On the other hand, what percentage of homeowners would you say could answer your question ? The issue is actually more general than telecommunications. When one moves into a previously owned home, very little information is transferred (at least in my part of the country) about hidden home infrastructure details, be it electrical wiring, plumbing, irrigation systems, etc.
unoexten - You have a bonded pair install because you are so far from the VRAD that you need two pair to make it work. My answer was more applicable to single pair RG. But iis basically the same.
I have a standard install & my son has the bonded pair. When initially deployed the bonded pair had internet on the network (RJ-45 ) jacks & TV on the COAX. But, I believe TV is now allowed on the RJ-45 as well.
As you say, the combination NID/RG used for nonded pair satisifies the direct feed of the RG. I will leave it to MT to say if data & voice can coexist on the same pair or different pairs in the same cable on the house wiring side of the NID/RG, although either adds to the complexity.
You are also correct, that the vast majority of the folks do not know their wiring & that is fine, as long as it works. If it does not, we either have to "know" it or bypass it. That is why I suggested wireless telephone. Also, I love the voice announced caller ID on the wireless phone.
'aviewer' : in trying to understand how you concluded that I have a bonded pair, I realized I made a mistake in my previous posting. On the i3812V there is pair connected to a connector labeled HPNA, and another pair connected to a connector labeled TOS. So there appears to be a single HPNA connection; not two as posted earlier. I apologize for the mistake.
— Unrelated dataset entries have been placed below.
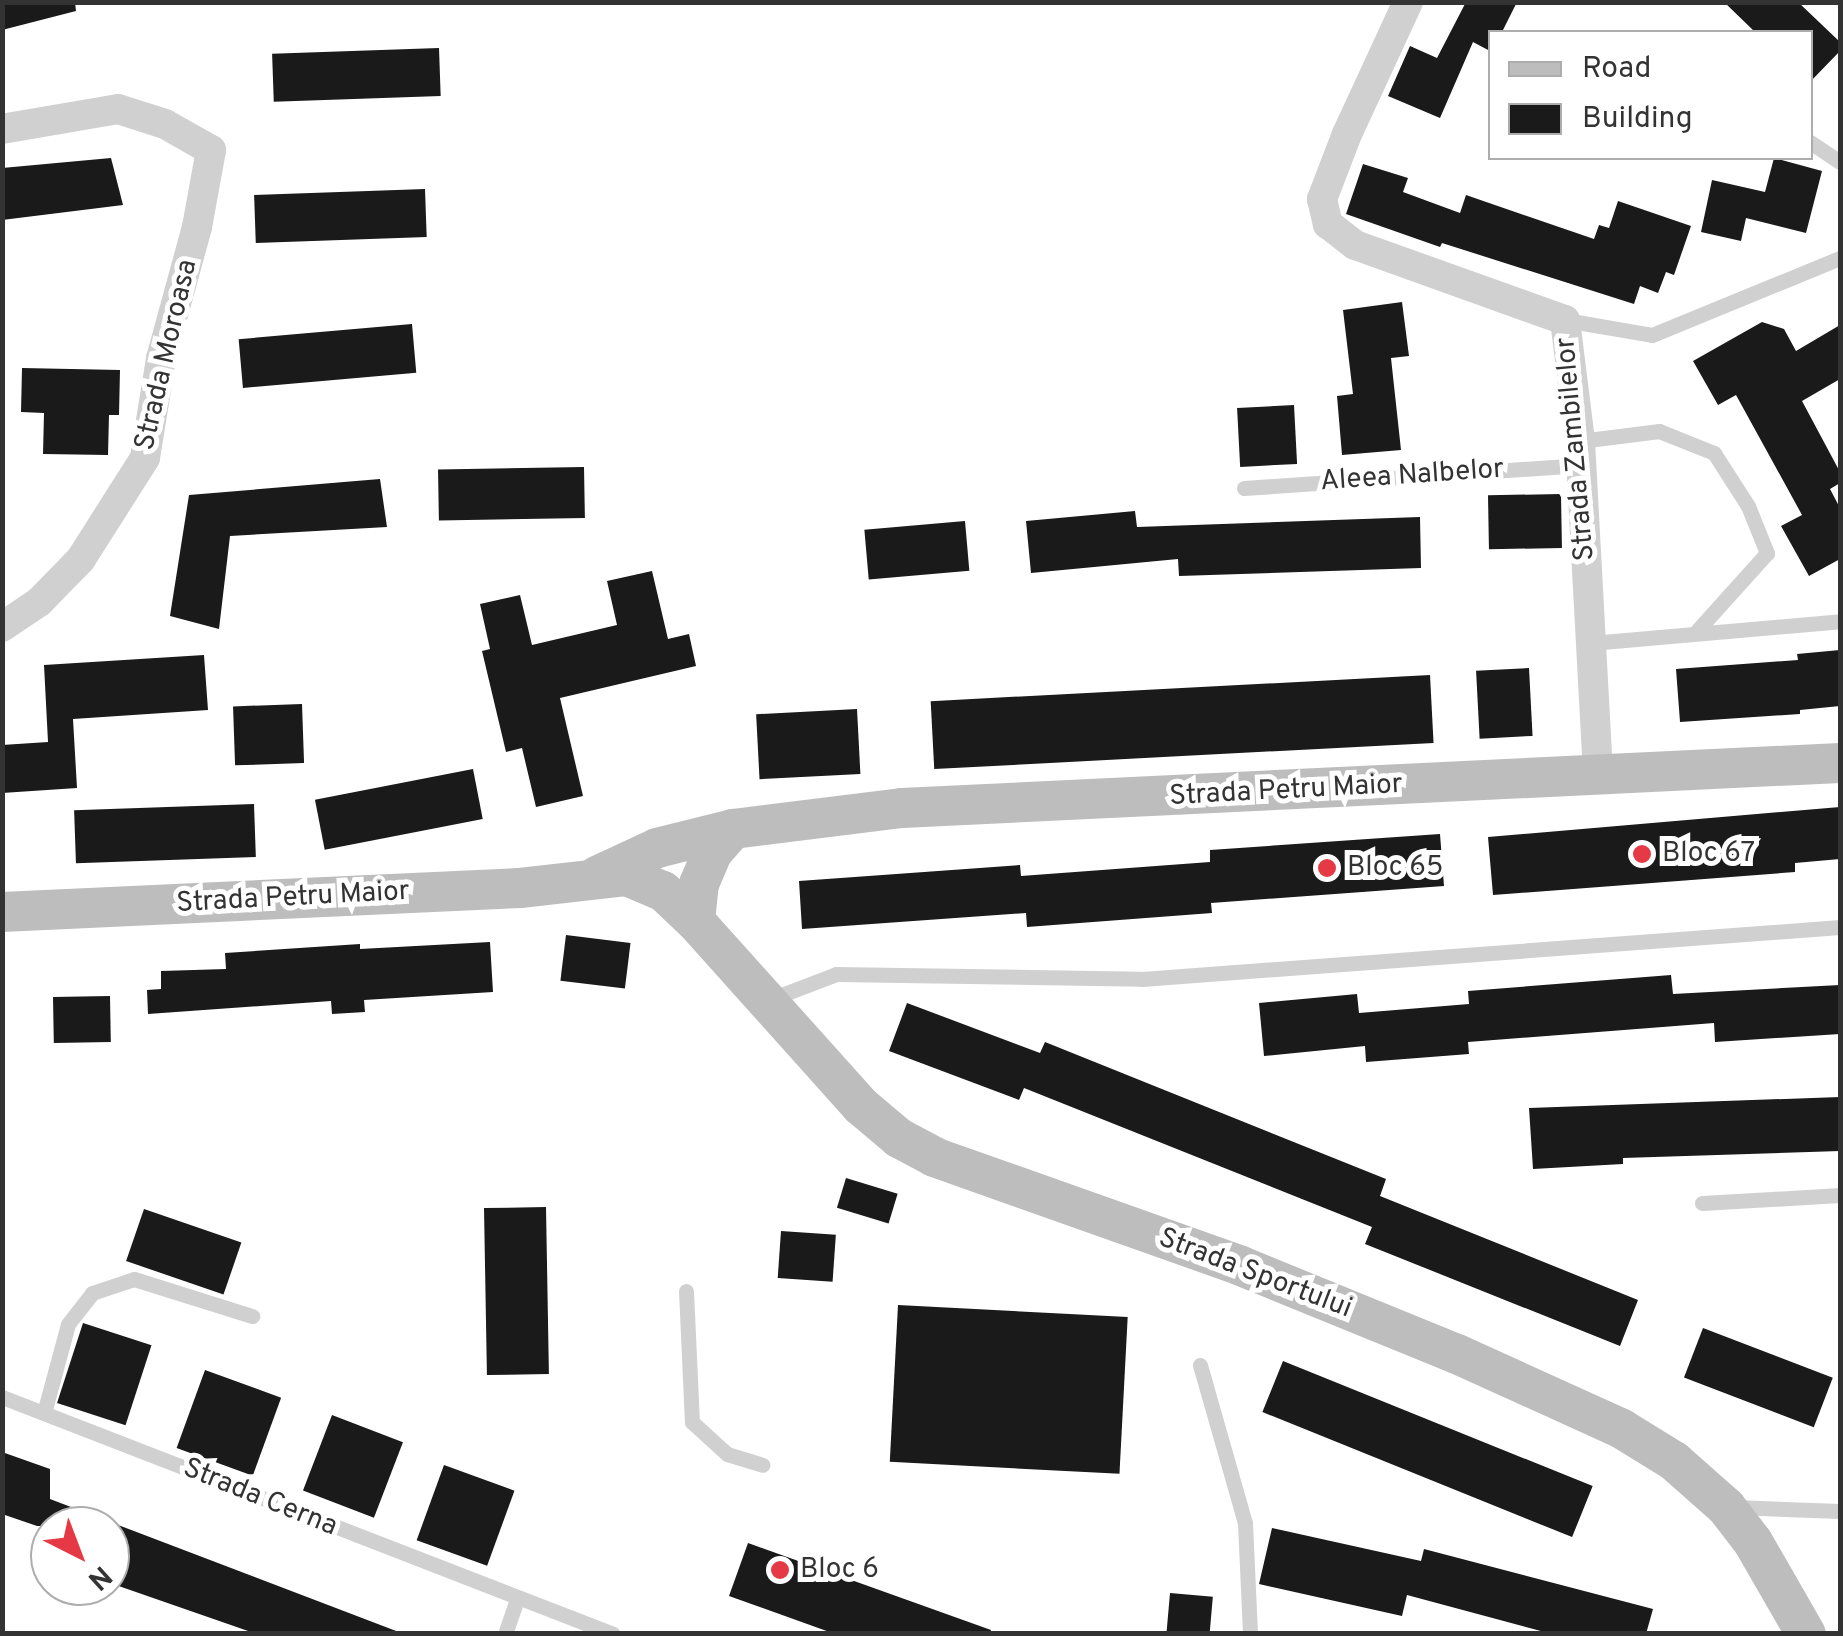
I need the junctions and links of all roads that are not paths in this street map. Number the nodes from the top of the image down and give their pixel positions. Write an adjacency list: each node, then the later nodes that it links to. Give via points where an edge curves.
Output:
1 (1408, 2): 6 (street, Strada Zambilelor, via 1322,199 1328,224 1355,245)
2 (2, 129): 10 (street, Strada Moroasa, via 118,109 165,124 211,150 198,227 161,359 145,458 80,558 39,602)
3 (1813, 144): 4 (lane)
4 (1840, 162)
5 (1840, 258): 6 (lane, via 1652,335)
6 (1565, 320): 7 (street, Strada Zambilelor)
7 (1580, 453): 8 (lane, Aleea Nalbelor); 11 (lane, Aleea Nalbelor, via 1659,430 1714,453 1748,506 1766,553); 12 (street, Strada Zambilelor)
8 (1244, 488)
9 (1840, 621): 11 (lane)
10 (2, 627)
11 (1695, 634): 12 (lane)
12 (1591, 643): 14 (street, Strada Zambilelor)
13 (1840, 762): 14 (main road, Strada Petru Maior)
14 (1598, 775): 15 (main road, Strada Petru Maior, via 902,808)
15 (732, 829): 16 (main road, Strada Petru Maior, via 656,848); 18 (main road, via 712,852 699,884)
16 (584, 882): 17 (main road, Strada Petru Maior); 18 (main road, Strada Petru Maior)
17 (2, 912)
18 (695, 922): 20 (main road, Strada Sportului)
19 (1840, 927): 20 (lane, via 1142,979 836,974)
20 (770, 999): 29 (main road, Strada Sportului, via 862,1106 934,1157 1241,1266 1458,1354 1622,1429 1674,1461)
21 (1840, 1195): 22 (lane)
22 (1702, 1202)
23 (686, 1291): 28 (lane, via 692,1422 727,1454)
24 (252, 1316): 27 (lane, via 134,1279 92,1293 68,1324)
25 (1200, 1365): 34 (lane, via 1245,1522)
26 (2, 1396): 27 (lane, Strada Cerna)
27 (44, 1413): 31 (lane, Strada Cerna)
28 (762, 1465)
29 (1726, 1507): 30 (lane); 35 (main road, Strada Sportului)
30 (1840, 1511)
31 (517, 1600): 32 (lane); 33 (lane, Strada Cerna)
32 (505, 1634)
33 (613, 1634)
34 (1250, 1634)
35 (1806, 1634)

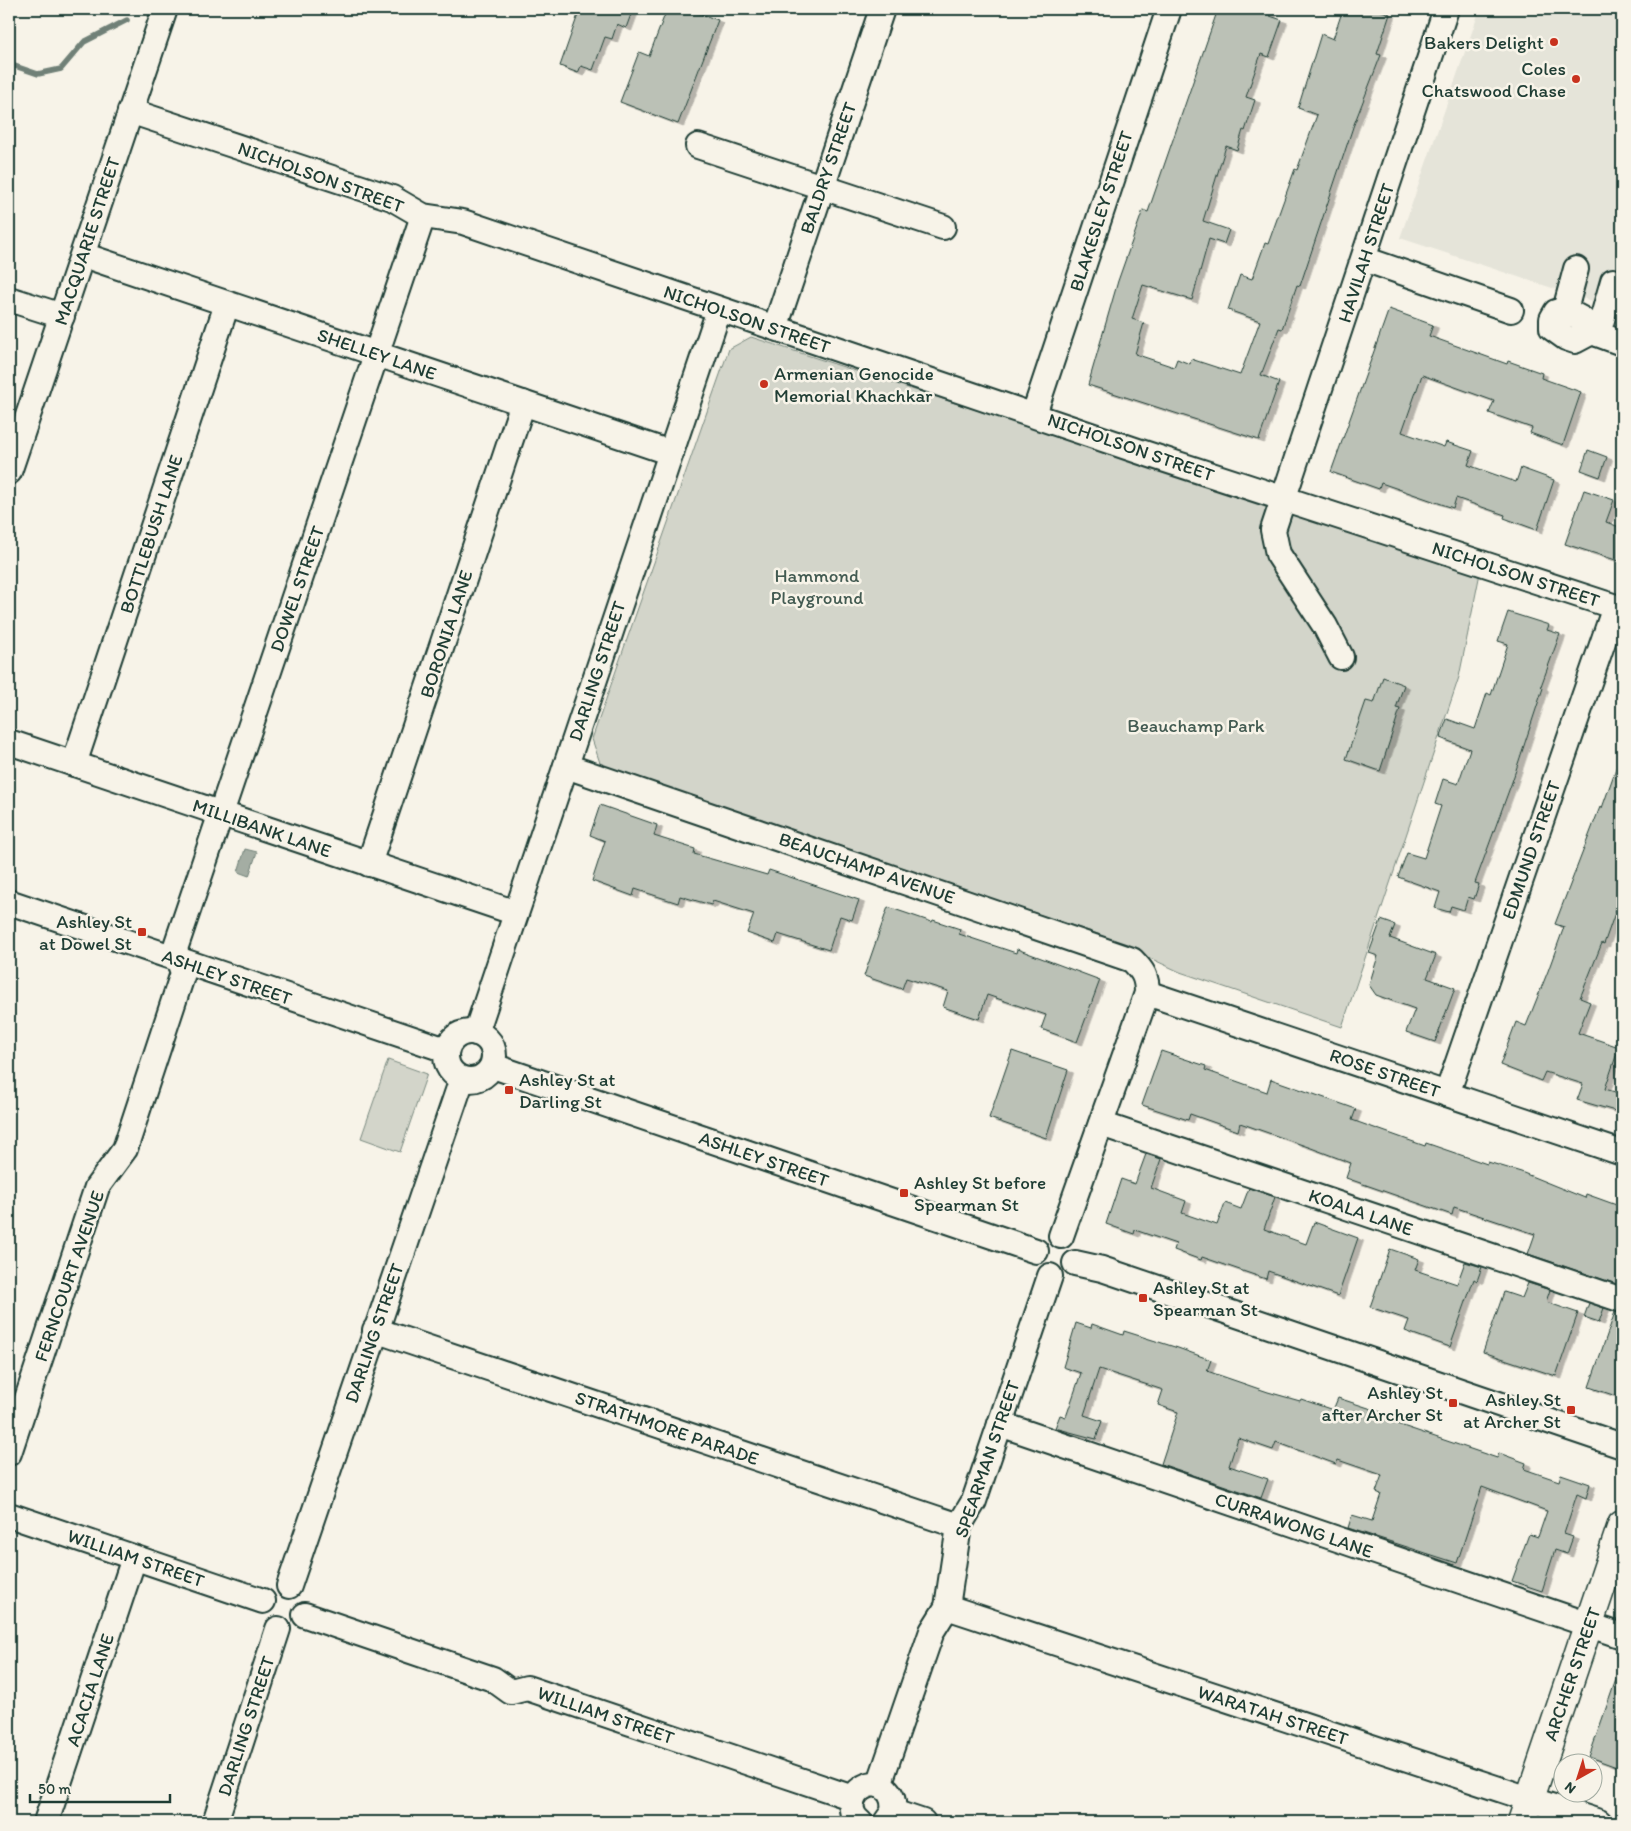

A different AT&T technician, who came to switch the voice service from u-verse phone to conventional phone line, determined that the problem with the extensions was due to the incorrect initial installation of u-verse. He was able to make all extensions in the home work by wiring appropriately some phone jacks that had been done incorrectly by the initial installer. No additional cable was installed, although he indicated that the initial u-verse installation should have used CAT5 cable, but had not.
The 3812 inid with i38hg indoor unit for wireless internet was released fall of 2010 to provide service to those beyond the reach of a single pair installation generally set at 3000 feet from VRAD or Video Ready Access Device.
The 3812 as a bonded (two pairs of inputs instead of one, each line carries half and combined at inid) provided for TVs on coax. The phone and internet could either ride on same line (2 port filter) or separate lines (HPNA, 4 port). Generally preferred to have HPNA with a dedicated line (could use 2nd pair of phone line if cat3 or cat5) while the VoIP or POTS line would be connected to home distribution.
In fall of 2013, most markets received the 589 RG to be used for bonded installs. There are advantages and disadvantages to each, but in 2014 the 589 is the company preferred method.
So how do you have an inid....
Either the previous owner had Uverse with inid installed (fall of 2010 to fall 2013) and the tech used existing equipment and wiring to reduce time on job. If all tests passing this is perfectly acceptable.
Or the tech had no 589 on truck and installed the inid (which is still carried by all techs, generally as replacement), I have had to do this 3 times this year as carry limited equipment due to space or garage depleted inventory of 589s.
A big advantage of the Inid is multiple indoor units can be installed to improve weak wireless signal in certain parts of home, while the 589 is centralized, if need additional coverage usually purchasing your own wireless access points and setting behind the 589.